◆ WORK REQUIRED ◆
Would you print each of the entries below precisely as given?

━━━━━━━━━━━━━━━━

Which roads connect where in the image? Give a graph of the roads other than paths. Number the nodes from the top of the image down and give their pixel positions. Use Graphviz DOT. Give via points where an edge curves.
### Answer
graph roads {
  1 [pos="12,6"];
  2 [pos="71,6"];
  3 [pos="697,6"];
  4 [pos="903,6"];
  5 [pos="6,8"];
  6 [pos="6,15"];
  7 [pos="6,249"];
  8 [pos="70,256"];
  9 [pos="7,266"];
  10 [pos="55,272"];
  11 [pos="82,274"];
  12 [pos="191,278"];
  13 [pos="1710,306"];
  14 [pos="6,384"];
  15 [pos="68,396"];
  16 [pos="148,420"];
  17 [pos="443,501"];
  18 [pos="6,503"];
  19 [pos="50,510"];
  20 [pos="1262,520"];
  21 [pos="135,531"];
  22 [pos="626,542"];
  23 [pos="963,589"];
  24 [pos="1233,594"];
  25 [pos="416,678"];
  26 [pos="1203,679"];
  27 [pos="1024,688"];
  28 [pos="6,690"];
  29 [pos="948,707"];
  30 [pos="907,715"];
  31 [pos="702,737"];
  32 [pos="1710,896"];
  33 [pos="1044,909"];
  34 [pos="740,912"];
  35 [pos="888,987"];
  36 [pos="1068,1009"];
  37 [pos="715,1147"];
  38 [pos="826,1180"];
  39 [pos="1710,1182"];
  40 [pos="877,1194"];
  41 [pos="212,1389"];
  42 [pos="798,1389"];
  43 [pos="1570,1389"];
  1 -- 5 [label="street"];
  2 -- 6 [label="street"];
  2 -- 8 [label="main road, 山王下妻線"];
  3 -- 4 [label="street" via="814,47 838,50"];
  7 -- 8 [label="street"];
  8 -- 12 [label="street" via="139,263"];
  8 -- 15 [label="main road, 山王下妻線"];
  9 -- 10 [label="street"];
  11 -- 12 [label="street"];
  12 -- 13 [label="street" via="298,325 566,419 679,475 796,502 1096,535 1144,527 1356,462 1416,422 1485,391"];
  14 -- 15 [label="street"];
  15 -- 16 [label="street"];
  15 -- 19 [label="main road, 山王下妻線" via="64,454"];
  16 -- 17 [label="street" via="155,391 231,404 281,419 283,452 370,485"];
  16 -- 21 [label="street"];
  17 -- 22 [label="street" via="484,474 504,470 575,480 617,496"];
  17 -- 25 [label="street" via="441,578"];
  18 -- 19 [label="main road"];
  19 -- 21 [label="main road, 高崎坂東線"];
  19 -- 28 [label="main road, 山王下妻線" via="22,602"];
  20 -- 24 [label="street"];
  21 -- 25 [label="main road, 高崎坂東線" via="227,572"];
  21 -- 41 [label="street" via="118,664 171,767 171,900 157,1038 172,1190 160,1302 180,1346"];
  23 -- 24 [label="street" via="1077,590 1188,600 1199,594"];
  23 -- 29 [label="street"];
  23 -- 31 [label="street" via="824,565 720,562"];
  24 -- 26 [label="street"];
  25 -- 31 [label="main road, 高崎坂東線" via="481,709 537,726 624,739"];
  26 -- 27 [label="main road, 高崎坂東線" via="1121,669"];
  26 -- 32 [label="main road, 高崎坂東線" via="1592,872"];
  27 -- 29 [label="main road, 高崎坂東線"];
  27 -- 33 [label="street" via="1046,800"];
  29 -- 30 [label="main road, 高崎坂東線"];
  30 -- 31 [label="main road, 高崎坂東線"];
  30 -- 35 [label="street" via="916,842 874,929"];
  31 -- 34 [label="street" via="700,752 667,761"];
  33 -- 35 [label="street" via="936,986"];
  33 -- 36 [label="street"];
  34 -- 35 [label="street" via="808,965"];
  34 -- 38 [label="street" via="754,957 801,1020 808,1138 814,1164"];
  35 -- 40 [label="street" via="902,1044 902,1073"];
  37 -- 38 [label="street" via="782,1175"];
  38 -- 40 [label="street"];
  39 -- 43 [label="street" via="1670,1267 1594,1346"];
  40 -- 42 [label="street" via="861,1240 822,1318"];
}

━━━━━━━━━━━━━━━━

◆ REPLY TO THE EXERCISE ◆
Which roads connect where in the image? Give a graph of the roads other than paths. Number the nodes from the top of the image down and give their pixel positions. Use Graphviz DOT. Give via points where an edge curves.
### Answer
graph roads {
  1 [pos="12,6"];
  2 [pos="71,6"];
  3 [pos="697,6"];
  4 [pos="903,6"];
  5 [pos="6,8"];
  6 [pos="6,15"];
  7 [pos="6,249"];
  8 [pos="70,256"];
  9 [pos="7,266"];
  10 [pos="55,272"];
  11 [pos="82,274"];
  12 [pos="191,278"];
  13 [pos="1710,306"];
  14 [pos="6,384"];
  15 [pos="68,396"];
  16 [pos="148,420"];
  17 [pos="443,501"];
  18 [pos="6,503"];
  19 [pos="50,510"];
  20 [pos="1262,520"];
  21 [pos="135,531"];
  22 [pos="626,542"];
  23 [pos="963,589"];
  24 [pos="1233,594"];
  25 [pos="416,678"];
  26 [pos="1203,679"];
  27 [pos="1024,688"];
  28 [pos="6,690"];
  29 [pos="948,707"];
  30 [pos="907,715"];
  31 [pos="702,737"];
  32 [pos="1710,896"];
  33 [pos="1044,909"];
  34 [pos="740,912"];
  35 [pos="888,987"];
  36 [pos="1068,1009"];
  37 [pos="715,1147"];
  38 [pos="826,1180"];
  39 [pos="1710,1182"];
  40 [pos="877,1194"];
  41 [pos="212,1389"];
  42 [pos="798,1389"];
  43 [pos="1570,1389"];
  1 -- 5 [label="street"];
  2 -- 6 [label="street"];
  2 -- 8 [label="main road, 山王下妻線"];
  3 -- 4 [label="street" via="814,47 838,50"];
  7 -- 8 [label="street"];
  8 -- 12 [label="street" via="139,263"];
  8 -- 15 [label="main road, 山王下妻線"];
  9 -- 10 [label="street"];
  11 -- 12 [label="street"];
  12 -- 13 [label="street" via="298,325 566,419 679,475 796,502 1096,535 1144,527 1356,462 1416,422 1485,391"];
  14 -- 15 [label="street"];
  15 -- 16 [label="street"];
  15 -- 19 [label="main road, 山王下妻線" via="64,454"];
  16 -- 17 [label="street" via="155,391 231,404 281,419 283,452 370,485"];
  16 -- 21 [label="street"];
  17 -- 22 [label="street" via="484,474 504,470 575,480 617,496"];
  17 -- 25 [label="street" via="441,578"];
  18 -- 19 [label="main road"];
  19 -- 21 [label="main road, 高崎坂東線"];
  19 -- 28 [label="main road, 山王下妻線" via="22,602"];
  20 -- 24 [label="street"];
  21 -- 25 [label="main road, 高崎坂東線" via="227,572"];
  21 -- 41 [label="street" via="118,664 171,767 171,900 157,1038 172,1190 160,1302 180,1346"];
  23 -- 24 [label="street" via="1077,590 1188,600 1199,594"];
  23 -- 29 [label="street"];
  23 -- 31 [label="street" via="824,565 720,562"];
  24 -- 26 [label="street"];
  25 -- 31 [label="main road, 高崎坂東線" via="481,709 537,726 624,739"];
  26 -- 27 [label="main road, 高崎坂東線" via="1121,669"];
  26 -- 32 [label="main road, 高崎坂東線" via="1592,872"];
  27 -- 29 [label="main road, 高崎坂東線"];
  27 -- 33 [label="street" via="1046,800"];
  29 -- 30 [label="main road, 高崎坂東線"];
  30 -- 31 [label="main road, 高崎坂東線"];
  30 -- 35 [label="street" via="916,842 874,929"];
  31 -- 34 [label="street" via="700,752 667,761"];
  33 -- 35 [label="street" via="936,986"];
  33 -- 36 [label="street"];
  34 -- 35 [label="street" via="808,965"];
  34 -- 38 [label="street" via="754,957 801,1020 808,1138 814,1164"];
  35 -- 40 [label="street" via="902,1044 902,1073"];
  37 -- 38 [label="street" via="782,1175"];
  38 -- 40 [label="street"];
  39 -- 43 [label="street" via="1670,1267 1594,1346"];
  40 -- 42 [label="street" via="861,1240 822,1318"];
}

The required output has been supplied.